| Task objective |
From the line containing "index pip: (156, 91)" onward to the last line of the data below, copy each line exactly and add nothing.

--- Source records ---

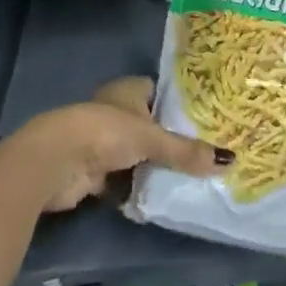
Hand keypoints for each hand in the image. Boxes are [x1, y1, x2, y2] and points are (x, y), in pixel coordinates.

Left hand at [13, 77, 229, 211]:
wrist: (55, 162)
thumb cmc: (106, 133)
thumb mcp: (154, 140)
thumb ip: (187, 151)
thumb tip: (229, 161)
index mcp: (127, 90)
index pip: (156, 91)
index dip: (176, 103)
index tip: (202, 118)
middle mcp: (113, 111)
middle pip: (146, 124)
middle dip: (166, 138)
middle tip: (200, 151)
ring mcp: (99, 142)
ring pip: (134, 153)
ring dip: (150, 165)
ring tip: (186, 175)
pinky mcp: (90, 171)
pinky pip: (121, 178)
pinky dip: (134, 186)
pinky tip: (156, 195)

---

| Answer section |
index pip: (156, 91)
index dip: (176, 103)
index tip: (202, 118)
middle mcp: (113, 111)
middle pip: (146, 124)
middle dip: (166, 138)
middle tip: (200, 151)
ring mcp: (99, 142)
ring pip: (134, 153)
ring dip: (150, 165)
ring tip: (186, 175)
pinky mcp: (90, 171)
pinky pip: (121, 178)
pinky dip: (134, 186)
pinky tip: (156, 195)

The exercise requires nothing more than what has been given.